Jairo Bouer Publicado em 08/04/2021, às 14h03
O BBB21 entra na reta final e os dez participantes que restaram na casa revelam uma demografia interessante das movimentações e aspirações sociais da nossa sociedade: cinco mulheres, dois homens gays, um hétero que se sente mais confortável entre esses gays e essas mulheres do que entre os outros homens da casa, e apenas dois brothers que se enquadram no que os demais participantes chamam de “Macholândia”.
Por que foram estes os poupados pelo público até agora? Estratégias e alianças à parte, os jogadores escolhidos revelam alguns anseios importantes de uma sociedade que muda e avança a despeito de um ranço conservador que tomou conta de alguns setores dos poderes políticos do país.
A eliminação de Rodolffo, espécie de líder da turma das brincadeiras inadequadas e de uma certa truculência na tentativa de impor seus pontos de vista, põe na mira da eliminação dos paredões nas próximas semanas os dois outros membros desse clã.
Tá certo que Big Brother é um jogo e que ele distorce a realidade, ainda mais em um momento de uma quase profissionalização do trabalho com a imagem dos participantes. Mas mesmo levando-se em consideração as situações extremas impostas pelo confinamento não parece casual que os espectadores se identificaram com a composição atual da casa. Da mesma forma não é à toa que Juliette e Gil, segundo as enquetes do UOL, despontam como os favoritos ao título.
Ela, mulher nordestina, advogada, maquiadora, antes desconhecida, que sofreu uma série de exclusões e rejeições por parte dos demais participantes, vista pela casa como alguém que fala demais, tensiona e tenta impor seu ponto de vista o tempo todo, mas detentora de uma capacidade única de acolhimento e empatia. Ju é a amiga que todos gostaríamos de ter.
Gil é homem gay nordestino, de origem humilde, em fase de concluir um doutorado em economia e uma “bomba humana” de emoções, prestes a explodir a qualquer momento. Antagonista de diversos participantes da casa, ele traz nos seus excessos emocionais (nas brigas e nas festas) uma verdade que talvez a gente busque no mundo aqui fora. Ju e Gil geram uma forte identificação com a audiência e encarnam muitas das aspirações desse momento atual do mundo.
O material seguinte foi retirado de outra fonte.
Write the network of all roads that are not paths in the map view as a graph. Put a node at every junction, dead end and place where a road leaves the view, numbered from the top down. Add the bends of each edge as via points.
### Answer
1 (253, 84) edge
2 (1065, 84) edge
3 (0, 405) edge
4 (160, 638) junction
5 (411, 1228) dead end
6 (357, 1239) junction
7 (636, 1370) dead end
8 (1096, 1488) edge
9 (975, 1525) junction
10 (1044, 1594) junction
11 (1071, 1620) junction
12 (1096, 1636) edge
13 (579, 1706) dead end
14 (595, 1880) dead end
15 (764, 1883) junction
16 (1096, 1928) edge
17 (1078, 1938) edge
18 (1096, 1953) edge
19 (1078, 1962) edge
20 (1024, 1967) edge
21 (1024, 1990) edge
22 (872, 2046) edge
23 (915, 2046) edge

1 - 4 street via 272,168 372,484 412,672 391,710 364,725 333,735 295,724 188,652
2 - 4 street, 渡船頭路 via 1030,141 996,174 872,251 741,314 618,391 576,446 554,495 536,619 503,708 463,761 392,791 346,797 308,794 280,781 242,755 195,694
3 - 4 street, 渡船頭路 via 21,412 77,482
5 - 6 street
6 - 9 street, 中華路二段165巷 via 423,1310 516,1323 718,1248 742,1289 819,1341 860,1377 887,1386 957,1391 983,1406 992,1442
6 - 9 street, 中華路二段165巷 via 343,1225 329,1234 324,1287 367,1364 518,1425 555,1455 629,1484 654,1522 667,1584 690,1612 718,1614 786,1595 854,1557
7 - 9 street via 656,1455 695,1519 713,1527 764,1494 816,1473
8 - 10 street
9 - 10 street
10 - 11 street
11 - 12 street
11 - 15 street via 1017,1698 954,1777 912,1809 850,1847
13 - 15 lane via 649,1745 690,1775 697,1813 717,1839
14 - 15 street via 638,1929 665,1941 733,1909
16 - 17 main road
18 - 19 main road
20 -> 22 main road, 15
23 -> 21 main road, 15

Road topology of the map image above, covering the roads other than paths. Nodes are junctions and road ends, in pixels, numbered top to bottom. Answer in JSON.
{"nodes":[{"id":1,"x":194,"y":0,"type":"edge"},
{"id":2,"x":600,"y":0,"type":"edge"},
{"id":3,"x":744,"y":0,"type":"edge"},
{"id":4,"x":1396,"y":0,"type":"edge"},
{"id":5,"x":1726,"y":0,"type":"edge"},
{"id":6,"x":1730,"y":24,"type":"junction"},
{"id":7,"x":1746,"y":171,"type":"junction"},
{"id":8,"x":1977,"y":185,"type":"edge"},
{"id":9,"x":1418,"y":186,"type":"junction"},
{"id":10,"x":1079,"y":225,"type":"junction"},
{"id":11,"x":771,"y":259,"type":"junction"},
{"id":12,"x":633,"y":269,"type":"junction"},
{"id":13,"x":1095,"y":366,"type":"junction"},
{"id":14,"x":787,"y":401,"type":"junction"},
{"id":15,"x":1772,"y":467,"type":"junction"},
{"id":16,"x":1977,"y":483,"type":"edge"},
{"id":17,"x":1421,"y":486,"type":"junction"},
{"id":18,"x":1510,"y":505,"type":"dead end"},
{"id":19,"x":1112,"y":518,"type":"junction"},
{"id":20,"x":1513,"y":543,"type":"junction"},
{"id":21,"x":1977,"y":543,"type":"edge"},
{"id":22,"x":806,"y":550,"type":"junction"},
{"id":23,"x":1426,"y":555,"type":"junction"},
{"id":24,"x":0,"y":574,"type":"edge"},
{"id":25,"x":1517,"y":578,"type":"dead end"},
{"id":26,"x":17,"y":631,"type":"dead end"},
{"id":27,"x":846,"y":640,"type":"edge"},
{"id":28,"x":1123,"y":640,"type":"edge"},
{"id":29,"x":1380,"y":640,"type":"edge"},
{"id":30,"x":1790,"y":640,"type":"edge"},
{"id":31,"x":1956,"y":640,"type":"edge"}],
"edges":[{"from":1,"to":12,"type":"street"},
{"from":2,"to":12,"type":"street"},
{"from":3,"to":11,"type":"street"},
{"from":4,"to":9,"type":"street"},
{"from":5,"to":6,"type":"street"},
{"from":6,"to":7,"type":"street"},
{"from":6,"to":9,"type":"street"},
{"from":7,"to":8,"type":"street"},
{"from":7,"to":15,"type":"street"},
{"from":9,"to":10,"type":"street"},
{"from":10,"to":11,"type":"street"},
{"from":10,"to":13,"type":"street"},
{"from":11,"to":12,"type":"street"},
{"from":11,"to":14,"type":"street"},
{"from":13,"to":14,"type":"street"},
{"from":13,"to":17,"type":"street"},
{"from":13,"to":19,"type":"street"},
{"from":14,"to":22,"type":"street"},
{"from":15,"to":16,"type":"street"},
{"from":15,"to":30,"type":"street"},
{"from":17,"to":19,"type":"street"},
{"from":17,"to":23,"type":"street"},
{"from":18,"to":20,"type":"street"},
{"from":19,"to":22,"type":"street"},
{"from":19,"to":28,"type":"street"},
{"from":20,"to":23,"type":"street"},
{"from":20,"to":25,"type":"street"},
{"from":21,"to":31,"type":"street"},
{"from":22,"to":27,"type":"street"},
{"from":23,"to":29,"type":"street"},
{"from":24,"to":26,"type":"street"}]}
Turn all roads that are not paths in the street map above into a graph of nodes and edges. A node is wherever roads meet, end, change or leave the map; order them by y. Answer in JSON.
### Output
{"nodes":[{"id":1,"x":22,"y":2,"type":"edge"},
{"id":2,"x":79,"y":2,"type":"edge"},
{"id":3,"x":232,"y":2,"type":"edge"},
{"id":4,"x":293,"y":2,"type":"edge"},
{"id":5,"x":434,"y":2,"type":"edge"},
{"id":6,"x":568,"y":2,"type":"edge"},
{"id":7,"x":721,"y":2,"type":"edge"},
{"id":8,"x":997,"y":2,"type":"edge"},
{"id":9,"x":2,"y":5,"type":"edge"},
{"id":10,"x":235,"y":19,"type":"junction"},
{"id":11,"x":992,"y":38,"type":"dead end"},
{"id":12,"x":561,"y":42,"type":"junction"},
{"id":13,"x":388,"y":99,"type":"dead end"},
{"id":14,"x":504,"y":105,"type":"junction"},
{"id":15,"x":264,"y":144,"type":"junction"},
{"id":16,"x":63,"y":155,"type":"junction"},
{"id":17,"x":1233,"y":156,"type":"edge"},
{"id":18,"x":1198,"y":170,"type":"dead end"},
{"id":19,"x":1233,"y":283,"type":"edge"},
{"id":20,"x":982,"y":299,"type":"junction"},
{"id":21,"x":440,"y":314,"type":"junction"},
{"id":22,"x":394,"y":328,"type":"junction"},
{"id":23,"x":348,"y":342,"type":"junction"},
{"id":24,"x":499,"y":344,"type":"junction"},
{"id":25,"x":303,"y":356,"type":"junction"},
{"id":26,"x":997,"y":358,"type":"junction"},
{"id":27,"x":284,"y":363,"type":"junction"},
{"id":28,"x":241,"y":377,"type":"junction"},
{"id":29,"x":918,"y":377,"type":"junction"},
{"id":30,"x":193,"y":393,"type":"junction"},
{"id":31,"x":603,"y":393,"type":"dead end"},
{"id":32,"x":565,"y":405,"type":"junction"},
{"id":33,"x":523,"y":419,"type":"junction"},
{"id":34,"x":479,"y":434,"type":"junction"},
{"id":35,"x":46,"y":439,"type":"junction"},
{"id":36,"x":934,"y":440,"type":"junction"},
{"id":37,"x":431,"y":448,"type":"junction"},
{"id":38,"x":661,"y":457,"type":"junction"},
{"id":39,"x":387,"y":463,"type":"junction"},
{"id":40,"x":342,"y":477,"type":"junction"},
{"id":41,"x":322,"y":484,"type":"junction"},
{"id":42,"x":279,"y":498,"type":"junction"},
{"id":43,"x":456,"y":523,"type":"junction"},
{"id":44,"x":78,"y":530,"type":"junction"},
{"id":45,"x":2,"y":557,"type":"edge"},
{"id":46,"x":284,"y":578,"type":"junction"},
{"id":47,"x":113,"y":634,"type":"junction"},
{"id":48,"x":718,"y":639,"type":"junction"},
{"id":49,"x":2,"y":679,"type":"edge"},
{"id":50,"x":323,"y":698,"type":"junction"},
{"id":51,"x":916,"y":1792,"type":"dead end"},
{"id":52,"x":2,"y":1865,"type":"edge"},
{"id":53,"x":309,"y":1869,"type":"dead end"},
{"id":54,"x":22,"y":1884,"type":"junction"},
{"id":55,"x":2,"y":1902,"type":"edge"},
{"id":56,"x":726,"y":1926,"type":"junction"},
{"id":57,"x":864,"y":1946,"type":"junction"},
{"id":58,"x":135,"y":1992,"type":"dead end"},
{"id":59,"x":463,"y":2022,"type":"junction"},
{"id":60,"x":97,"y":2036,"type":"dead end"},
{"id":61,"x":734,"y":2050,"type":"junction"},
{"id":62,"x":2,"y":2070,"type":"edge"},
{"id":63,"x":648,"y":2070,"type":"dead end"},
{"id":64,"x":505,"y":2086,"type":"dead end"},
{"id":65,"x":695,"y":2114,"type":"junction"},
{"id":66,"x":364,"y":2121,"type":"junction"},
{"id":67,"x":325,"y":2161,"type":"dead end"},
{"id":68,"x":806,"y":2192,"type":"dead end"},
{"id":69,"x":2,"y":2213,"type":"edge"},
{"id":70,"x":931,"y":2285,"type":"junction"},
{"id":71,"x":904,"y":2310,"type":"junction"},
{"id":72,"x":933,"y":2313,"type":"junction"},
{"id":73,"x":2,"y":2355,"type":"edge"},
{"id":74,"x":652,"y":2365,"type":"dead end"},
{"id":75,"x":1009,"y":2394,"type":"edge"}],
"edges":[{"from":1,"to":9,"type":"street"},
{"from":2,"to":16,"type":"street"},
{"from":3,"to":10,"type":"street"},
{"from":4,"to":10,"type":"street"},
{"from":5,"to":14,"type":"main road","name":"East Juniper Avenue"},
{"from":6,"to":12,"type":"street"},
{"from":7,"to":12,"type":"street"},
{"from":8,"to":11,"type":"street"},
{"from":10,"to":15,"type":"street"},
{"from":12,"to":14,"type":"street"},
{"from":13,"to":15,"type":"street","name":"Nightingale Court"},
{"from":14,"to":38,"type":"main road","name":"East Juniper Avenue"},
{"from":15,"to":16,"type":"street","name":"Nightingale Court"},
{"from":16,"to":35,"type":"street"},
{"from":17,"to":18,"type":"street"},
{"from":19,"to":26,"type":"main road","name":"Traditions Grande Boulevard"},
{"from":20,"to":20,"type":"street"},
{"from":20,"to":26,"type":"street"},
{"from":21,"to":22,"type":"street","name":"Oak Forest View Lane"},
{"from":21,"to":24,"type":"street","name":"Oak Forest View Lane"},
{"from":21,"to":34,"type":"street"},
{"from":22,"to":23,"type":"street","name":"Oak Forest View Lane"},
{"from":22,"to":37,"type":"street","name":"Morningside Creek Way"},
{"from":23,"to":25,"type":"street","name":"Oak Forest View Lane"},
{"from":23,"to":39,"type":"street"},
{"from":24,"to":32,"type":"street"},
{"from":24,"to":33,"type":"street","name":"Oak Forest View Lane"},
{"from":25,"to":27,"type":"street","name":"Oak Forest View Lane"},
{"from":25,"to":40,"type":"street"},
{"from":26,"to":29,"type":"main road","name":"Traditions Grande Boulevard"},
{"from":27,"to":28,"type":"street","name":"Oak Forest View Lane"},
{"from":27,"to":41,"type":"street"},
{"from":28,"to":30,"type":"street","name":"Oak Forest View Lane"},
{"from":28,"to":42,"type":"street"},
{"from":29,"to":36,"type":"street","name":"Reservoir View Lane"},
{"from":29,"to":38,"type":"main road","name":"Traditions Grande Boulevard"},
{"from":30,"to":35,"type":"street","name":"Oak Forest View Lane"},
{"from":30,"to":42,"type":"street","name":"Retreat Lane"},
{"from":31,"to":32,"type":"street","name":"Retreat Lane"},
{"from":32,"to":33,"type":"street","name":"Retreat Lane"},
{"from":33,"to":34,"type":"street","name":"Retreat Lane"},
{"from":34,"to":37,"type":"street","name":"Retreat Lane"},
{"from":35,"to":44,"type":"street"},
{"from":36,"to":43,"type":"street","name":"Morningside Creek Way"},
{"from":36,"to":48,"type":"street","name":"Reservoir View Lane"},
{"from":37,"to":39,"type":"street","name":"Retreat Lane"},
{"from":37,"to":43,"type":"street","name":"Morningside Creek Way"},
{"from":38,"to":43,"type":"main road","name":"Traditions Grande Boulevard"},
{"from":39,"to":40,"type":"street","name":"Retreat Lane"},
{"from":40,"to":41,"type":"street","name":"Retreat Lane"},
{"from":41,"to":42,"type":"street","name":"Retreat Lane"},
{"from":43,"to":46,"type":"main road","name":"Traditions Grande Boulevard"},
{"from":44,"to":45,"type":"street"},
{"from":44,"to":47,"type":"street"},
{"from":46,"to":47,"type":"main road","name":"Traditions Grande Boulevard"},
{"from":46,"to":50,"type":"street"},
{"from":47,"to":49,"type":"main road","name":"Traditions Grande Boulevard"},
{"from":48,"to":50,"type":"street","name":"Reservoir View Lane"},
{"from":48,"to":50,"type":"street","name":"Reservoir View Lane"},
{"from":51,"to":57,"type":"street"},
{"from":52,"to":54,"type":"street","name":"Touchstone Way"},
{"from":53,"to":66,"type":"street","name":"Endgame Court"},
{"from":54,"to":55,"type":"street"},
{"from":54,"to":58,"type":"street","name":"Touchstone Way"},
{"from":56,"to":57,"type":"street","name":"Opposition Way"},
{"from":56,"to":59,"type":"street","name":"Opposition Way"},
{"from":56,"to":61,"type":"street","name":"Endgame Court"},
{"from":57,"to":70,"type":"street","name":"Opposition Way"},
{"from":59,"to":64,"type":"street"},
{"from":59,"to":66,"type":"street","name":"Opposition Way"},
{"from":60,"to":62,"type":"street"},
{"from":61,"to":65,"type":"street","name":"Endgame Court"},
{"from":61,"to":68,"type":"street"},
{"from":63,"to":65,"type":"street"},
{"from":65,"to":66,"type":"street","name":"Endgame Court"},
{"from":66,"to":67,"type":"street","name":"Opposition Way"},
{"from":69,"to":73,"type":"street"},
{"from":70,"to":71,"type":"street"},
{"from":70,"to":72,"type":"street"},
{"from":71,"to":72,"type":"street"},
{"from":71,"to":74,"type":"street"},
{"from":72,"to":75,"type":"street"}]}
Por fora correm o outro participante gay, o professor João, e a garota “descolada” e rainha das redes sociais Viih Tube, que apesar de serem os dois que talvez melhor leiam todas as movimentações do jogo, não tem o mesmo carisma e a empatia dos dois anteriores.
Quase todos esses favoritos refeltem em alguma medida algumas bandeiras importantes do mundo real. Enquanto as mulheres aqui fora assumem um discurso muito mais empoderado, feminista, antimachista, sem perder afeto e acolhimento, homens na casa atribuem, a essa altura do campeonato, atitudes misóginas ao fato de serem chucros, pouco informados, do interior, “criados na rua”, não cola mais para segmentos significativos de um Brasil em transformação.
Da mesma forma, falas de cunho homofóbico e racista são cada vez menos toleradas, em um momento em que negros e gays lutam por seu lugar de direito no mundo e assumem um discurso permeado por um importante ativismo político e social.
A saída de Rodolffo, por exemplo, foi selada após João expor sua dor e sofrimento por uma brincadeira racista do cantor sertanejo sobre seu cabelo. O público enxergou claramente essa ferida e não deixou passar barato! É lógico que a eliminação não foi apenas por conta dessa situação específica, mas em contraste com os outros emparedados pode ter sido o “tiro de misericórdia”.
E os outros dois aliados de Rodolffo estão na mira? As reações de Arthur que, em sucessivos arroubos de impulsividade vem destratando Juliette e Fiuk (outro participante querido pelo público por expor suas fragilidades emocionais e sua visão mais aberta desse mundo em mudanças), devem também fazer com que ele seja despachado em breve para sua casa. Assim como Caio, que sem seu “bastião” de plantão (talvez a relação mais intensa entre dois participantes da casa desde o início dessa edição), e com sua visão mais estreita do jogo e das atuais aspirações sociais do país, também deve deixar a casa em um futuro bem próximo.
Claro que, como em qualquer jogo, a qualquer momento, tudo pode mudar. Mas qualquer que seja o resultado, ele deve apontar para um desejo do público de ver retratada na sua telinha aquilo que ele acredita ser um mundo mais justo e melhor para todos, principalmente para mulheres, negros e gays, que tantas exclusões e discriminações sofreram historicamente no Brasil. Para os demais, o BBB21 pode ter sido um exercício de intenso aprendizado. Assim a gente espera!